TASK REQUIREMENTS: Every line of the entries below that carries the string "halo" should be copied.

Stored data entries:
--- --- ---
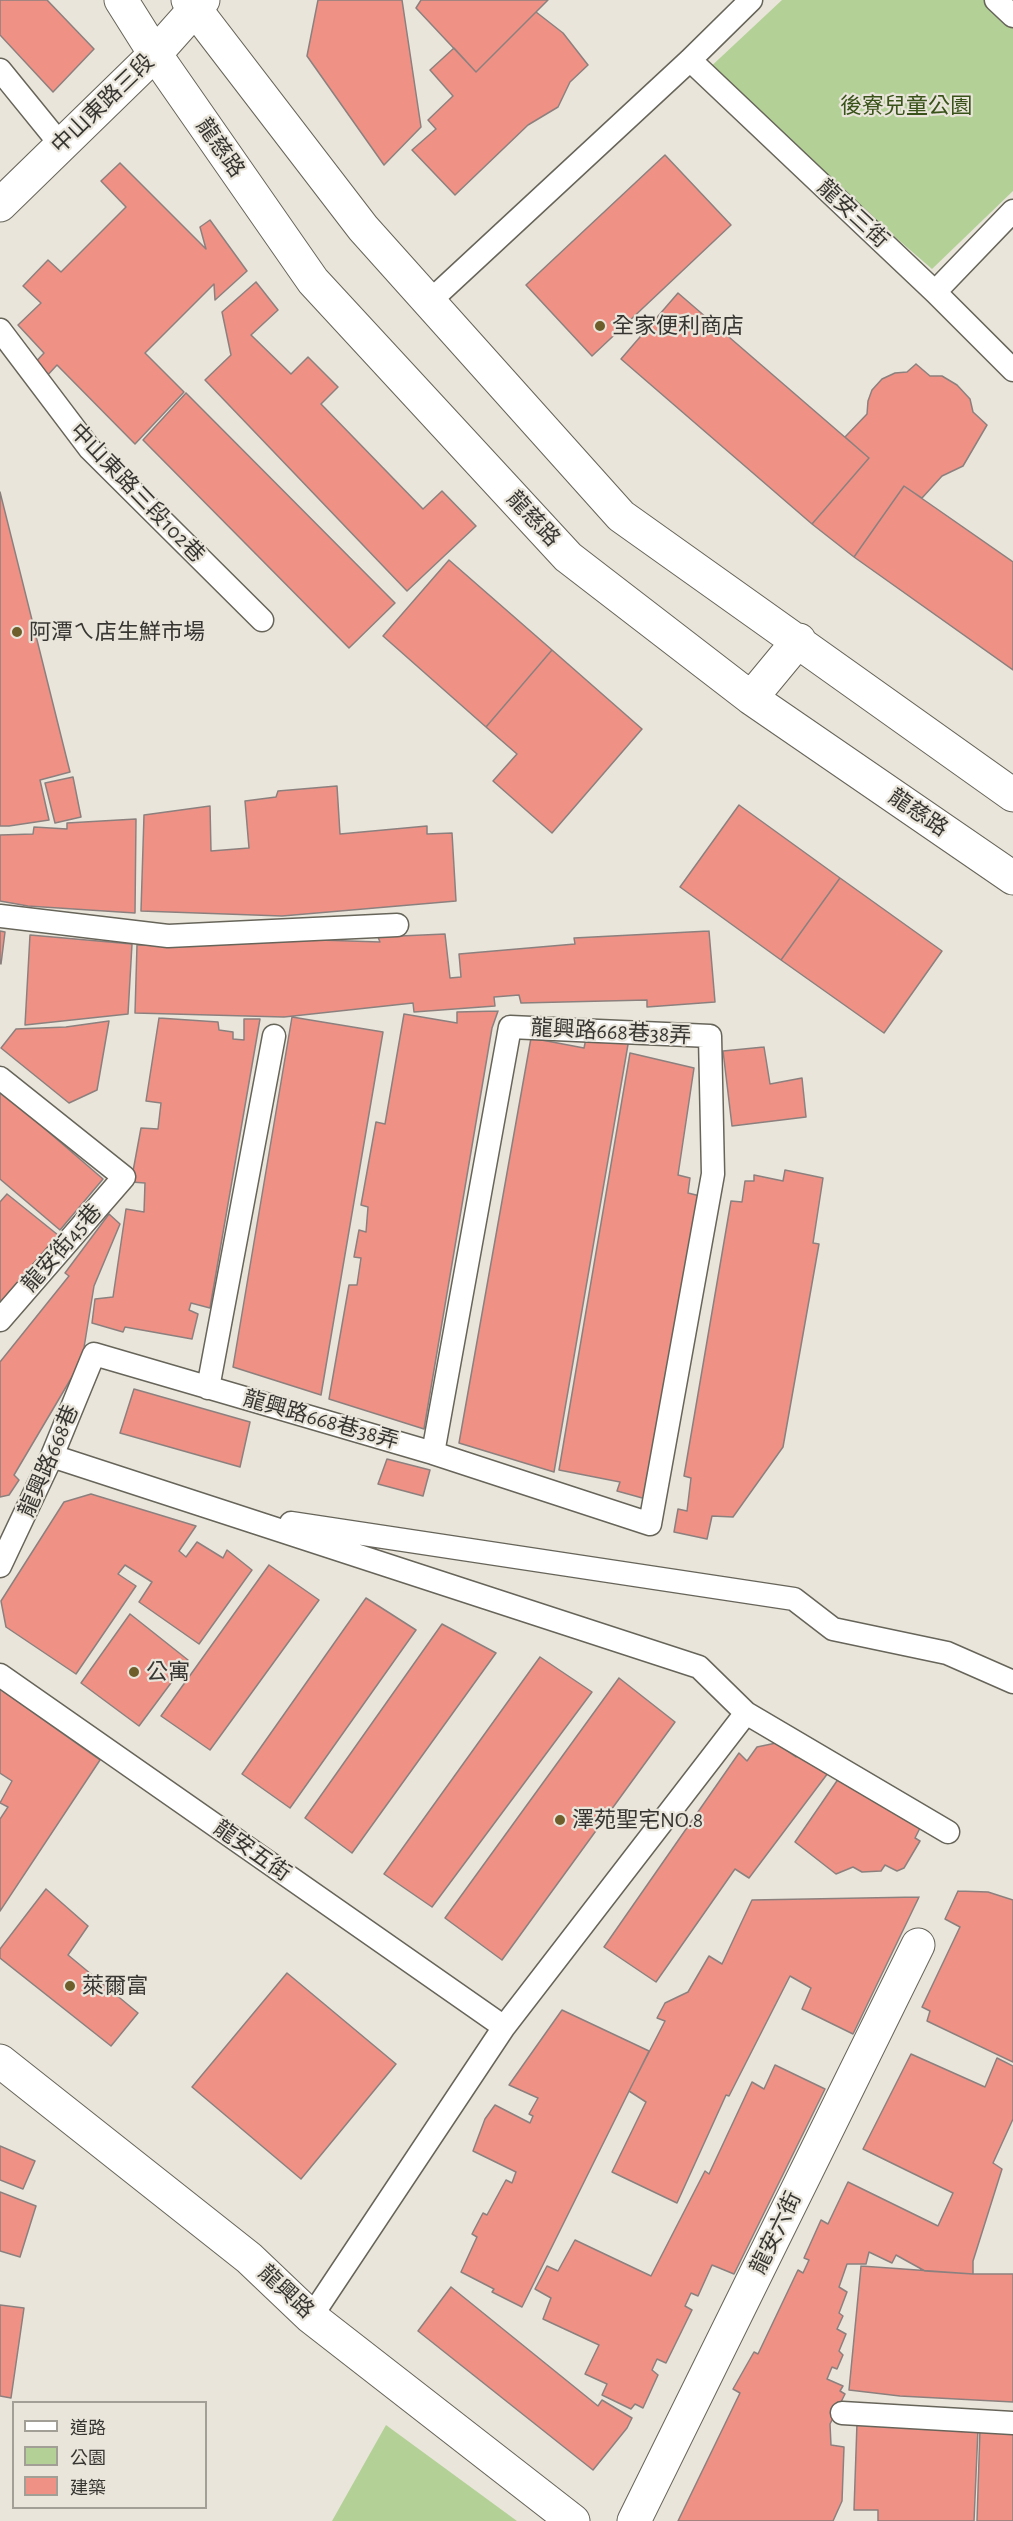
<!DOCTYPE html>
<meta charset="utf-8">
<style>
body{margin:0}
#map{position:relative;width:1013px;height:2521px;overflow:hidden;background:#e9e5da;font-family:"Alegreya Sans","Noto Sans TC",sans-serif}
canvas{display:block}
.legend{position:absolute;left:12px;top:2401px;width:195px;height:108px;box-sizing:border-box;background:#e9e5da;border:2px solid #a29f97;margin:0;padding:8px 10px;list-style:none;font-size:18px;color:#373632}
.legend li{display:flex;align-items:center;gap:12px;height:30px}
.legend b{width:30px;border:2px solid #a29f97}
</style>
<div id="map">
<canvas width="1013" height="2521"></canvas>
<ul class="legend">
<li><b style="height:8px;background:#fff"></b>道路</li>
<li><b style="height:16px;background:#b3d197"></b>公園</li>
<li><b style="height:16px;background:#f09186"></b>建築</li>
</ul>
</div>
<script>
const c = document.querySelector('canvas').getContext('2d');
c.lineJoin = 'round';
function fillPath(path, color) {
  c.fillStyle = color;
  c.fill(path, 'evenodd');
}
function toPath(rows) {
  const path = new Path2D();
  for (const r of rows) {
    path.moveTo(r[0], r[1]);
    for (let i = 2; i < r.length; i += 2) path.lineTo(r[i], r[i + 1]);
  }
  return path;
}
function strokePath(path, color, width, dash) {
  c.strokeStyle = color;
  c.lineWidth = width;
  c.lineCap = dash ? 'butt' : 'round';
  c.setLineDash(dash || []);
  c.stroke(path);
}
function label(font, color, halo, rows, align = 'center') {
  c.font = font + ' "Alegreya Sans","Noto Sans TC",sans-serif';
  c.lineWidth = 4.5;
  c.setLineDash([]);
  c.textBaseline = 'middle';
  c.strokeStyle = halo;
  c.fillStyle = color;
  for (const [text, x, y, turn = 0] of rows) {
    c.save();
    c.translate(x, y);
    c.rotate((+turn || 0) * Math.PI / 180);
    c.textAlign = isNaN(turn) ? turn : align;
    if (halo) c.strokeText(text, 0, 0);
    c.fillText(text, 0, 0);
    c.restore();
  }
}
fillPath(toPath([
 [782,0,989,0,1013,26,1013,191,932,269,705,72],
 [386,2425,517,2521,332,2521]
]), '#b3d197');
const building = toPath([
 [0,0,47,0,94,49,53,92,0,35,0,0],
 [318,0,402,0,421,127,384,165,307,56,318,0],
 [421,0,548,0,476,72,416,8,421,0],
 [536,12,563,33,588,65,570,82,558,107,528,125,455,195,412,150,436,129,428,120,453,96,430,70,454,48,476,72,536,12],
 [665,155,731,225,592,356,526,285,665,155],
 [120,163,206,249,200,227,210,220,247,271,215,300,214,284,145,353,184,392,135,444,57,365,43,380,31,367,44,353,18,325,41,303,23,286,48,260,61,272,126,207,101,181,120,163],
 [256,282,278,310,251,335,291,374,308,357,338,387,321,404,423,509,442,491,476,526,407,591,205,380,231,355,222,312,256,282],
 [678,293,869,458,812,524,621,359,678,293],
 [916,364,930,376,942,376,957,385,970,399,973,412,987,425,963,466,942,476,922,498,904,486,854,557,812,524,869,458,845,437,867,414,868,401,872,390,882,379,895,373,907,372,916,364],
 [186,393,395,603,349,648,143,440,186,393],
 [904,486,1013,562,1013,670,854,557,904,486],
 [0,492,70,772,40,780,49,820,9,826,0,826,0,492],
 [449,560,552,650,486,727,383,636,449,560],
 [552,650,642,729,552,833,493,781,517,754,486,727,552,650],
 [73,777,81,817,55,823,45,783,73,777],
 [337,786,340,834,427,826,427,834,452,833,456,901,282,916,141,911,144,815,210,806,211,851,249,848,245,801,276,797,278,791,337,786],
 [739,805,840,878,781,960,680,887,739,805],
 [136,819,135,913,28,906,0,901,0,835,33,834,34,827,67,829,67,823,136,819],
 [840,878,942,951,884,1033,781,960,840,878],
 [0,931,5,932,1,964,0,963,0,931],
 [709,931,715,1002,647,1007,647,1000,521,1003,519,995,494,997,495,1006,414,1012,413,1003,284,1017,135,1013,137,945,319,940,380,942,378,937,445,934,450,978,461,977,459,954,575,944,574,938,709,931],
 [30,935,132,944,128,1014,25,1025,30,935],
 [498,1011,492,1028,424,1429,329,1399,349,1285,357,1285,361,1258,354,1257,359,1230,366,1232,368,1207,361,1205,376,1122,385,1124,404,1014,457,1023,457,1012,498,1011],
 [292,1017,383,1032,321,1395,233,1367,292,1017],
 [159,1018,218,1022,219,1030,233,1032,233,1039,244,1040,244,1019,260,1019,210,1308,191,1303,189,1310,198,1314,192,1339,125,1327,123,1332,92,1323,95,1299,113,1297,126,1209,144,1212,145,1183,131,1182,141,1128,158,1129,161,1103,146,1101,159,1018],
 [109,1021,97,1090,69,1103,1,1048,16,1029,66,1027,109,1021],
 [588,1029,630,1033,554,1472,459,1443,531,1038,584,1048,588,1029],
 [764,1047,770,1084,802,1078,806,1117,732,1126,723,1051,764,1047],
 [630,1053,694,1068,678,1175,690,1178,688,1193,700,1196,646,1499,617,1491,620,1482,559,1470,630,1053],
 [0,1090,103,1179,60,1230,0,1179,0,1090],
 [785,1170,823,1178,813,1243,819,1244,783,1447,733,1517,712,1516,707,1539,674,1532,678,1509,687,1511,691,1478,684,1476,731,1201,742,1202,745,1181,754,1181,754,1175,783,1181,785,1170],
 [7,1194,58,1235,0,1305,0,1202,7,1194],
 [109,1214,120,1224,94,1286,82,1360,14,1475,19,1480,9,1495,0,1497,0,1362,69,1276,65,1273,109,1214],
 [134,1389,250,1422,240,1467,120,1433,134,1389],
 [387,1459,430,1470,423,1496,378,1484,387,1459],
 [91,1494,196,1526,179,1551,186,1557,197,1542,223,1558,227,1550,252,1570,199,1644,139,1602,152,1582,125,1565,118,1574,136,1586,76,1674,6,1627,1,1601,64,1502,91,1494],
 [269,1565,319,1600,210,1750,161,1716,269,1565],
 [366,1598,416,1630,290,1808,242,1774,366,1598],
 [130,1614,188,1660,139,1726,81,1683,130,1614],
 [442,1624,496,1653,352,1853,305,1818,442,1624],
 [540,1657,592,1692,432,1907,384,1874,540,1657],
 [619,1678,675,1722,502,1960,445,1918,619,1678],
 [0,1689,100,1760,0,1911,0,1819,8,1807,0,1803,12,1781,0,1773,0,1689],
 [776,1743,796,1757,802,1748,831,1769,749,1878,735,1869,656,1982,604,1947,739,1753,747,1761,757,1747,776,1743],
 [841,1775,920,1828,915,1838,920,1841,904,1868,897,1871,885,1865,881,1871,862,1872,853,1867,836,1874,795,1842,841,1775],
 [46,1889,88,1926,68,1955,138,2013,111,2046,0,1958,0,1949,46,1889],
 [958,1891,988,1892,1013,1900,1013,2062,927,2021,930,2011,922,2007,960,1927,945,1919,958,1891],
 [919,1897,853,2034,802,2009,811,1988,790,1976,729,2096,726,2095,677,2203,612,2172,646,2102,629,2091,665,2021,657,2018,665,2003,688,1992,709,1956,722,1964,752,1900,919,1897],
 [287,1973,396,2064,301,2179,192,2087,287,1973],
 [562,2010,649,2051,522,2307,492,2292,494,2289,461,2272,477,2237,472,2234,483,2213,487,2215,506,2180,512,2183,516,2172,473,2151,485,2119,495,2105,530,2123,533,2116,529,2114,538,2098,509,2085,562,2010],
 [911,2054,985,2087,997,2058,1013,2066,1013,2119,993,2163,1002,2169,973,2261,973,2274,925,2271,896,2255,892,2263,869,2252,866,2264,847,2264,839,2287,847,2292,839,2313,843,2316,837,2329,846,2334,839,2351,843,2355,837,2369,832,2367,827,2379,843,2386,840,2391,845,2394,830,2424,831,2445,844,2447,842,2501,833,2521,678,2521,740,2393,733,2389,754,2352,758,2354,798,2270,803,2273,809,2260,804,2258,821,2220,828,2224,848,2182,938,2226,953,2193,863,2149,911,2054],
 [775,2065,825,2089,734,2274,712,2265,698,2296,691,2293,685,2306,692,2310,666,2363,657,2359,652,2370,658,2375,643,2408,635,2404,631,2409,602,2395,607,2384,585,2374,599,2345,543,2319,551,2298,535,2289,547,2266,558,2271,575,2240,651,2276,705,2171,709,2174,752,2082,764,2089,775,2065],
 [0,2146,35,2161,23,2189,0,2180,0,2146],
 [0,2192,36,2206,20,2257,0,2251,0,2192],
 [861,2266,973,2274,1013,2274,1013,2402,900,2396,849,2390,861,2266],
 [451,2287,598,2406,602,2400,632,2418,627,2428,593,2470,418,2331,451,2287],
 [0,2305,24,2308,11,2398,0,2396,0,2305],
 [857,2423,978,2429,974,2521,878,2521,878,2510,854,2510,857,2423],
 [980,2429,1013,2432,1013,2521,977,2521,980,2429]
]);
fillPath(building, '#f09186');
strokePath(building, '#8c807e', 1.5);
const service = toPath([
 [996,0,1013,16],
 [690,60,935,292,1013,370],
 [0,70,61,145],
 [935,292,1013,211],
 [429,302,690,60,751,0],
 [0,330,90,449,262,620],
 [0,916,168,936,397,925],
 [0,1078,124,1177,0,1320],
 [208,1388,274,1036],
 [52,1456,699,1667,746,1713,948,1832],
 [291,1523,794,1599,833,1629,947,1653,1013,1682],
 [0,1566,52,1456,94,1354,433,1453,650,1524,713,1174,710,1036,510,1027,433,1453],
 [0,1675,504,2027],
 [311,2317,504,2027,746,1713],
 [842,2413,1013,2423]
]);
const minor = toPath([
 [634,2521,918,1945]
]);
const tertiary = toPath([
 [121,0,155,54,313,281,568,557,751,698,1013,878],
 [188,0,363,228,621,516,1013,795],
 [751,698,799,640],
 [0,2061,249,2258,311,2317,573,2521]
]);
const secondary = toPath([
 [0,205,155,54,203,0]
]);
strokePath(service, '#67645a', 25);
strokePath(minor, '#67645a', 35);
strokePath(tertiary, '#67645a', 35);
strokePath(secondary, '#67645a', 35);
strokePath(service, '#fff', 22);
strokePath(minor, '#fff', 33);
strokePath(tertiary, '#fff', 33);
strokePath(secondary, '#fff', 33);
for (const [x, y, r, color] of [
 [600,326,6,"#6d5e2b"],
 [17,632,6,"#6d5e2b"],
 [134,1672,6,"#6d5e2b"],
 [560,1820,6,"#6d5e2b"],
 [70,1986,6,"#6d5e2b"]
]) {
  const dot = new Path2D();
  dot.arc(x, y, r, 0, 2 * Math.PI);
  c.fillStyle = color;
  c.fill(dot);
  strokePath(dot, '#e9e5da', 2);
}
label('22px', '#373632', '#e9e5da', [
 ["中山東路三段",103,104,-44],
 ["龍慈路",220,148,55],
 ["龍安三街",853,214,43],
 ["中山東路三段102巷",137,493,46],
 ["龍慈路",533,519,47],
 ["龍慈路",918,813,34],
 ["龍興路668巷38弄",611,1032,3],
 ["龍安街45巷",62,1248,-49],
 ["龍興路668巷38弄",321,1420,16],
 ["龍興路668巷",49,1461,-67],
 ["龍安五街",252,1851,35],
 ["龍安六街",776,2233,-64],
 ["龍興路",286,2292,43]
]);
label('22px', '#385219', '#e9e5da', [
 ["後寮兒童公園",906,106]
]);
label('22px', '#373632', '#e9e5da', [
 ["全家便利商店",612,326],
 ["阿潭ㄟ店生鮮市場",29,632],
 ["公寓",146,1672],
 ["澤苑聖宅NO.8",572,1820],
 ["萊爾富",82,1986]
], 'left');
</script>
--- --- ---
YOUR RESPONSE:
function label(font, color, halo, rows, align = 'center') {
  c.strokeStyle = halo;
    if (halo) c.strokeText(text, 0, 0);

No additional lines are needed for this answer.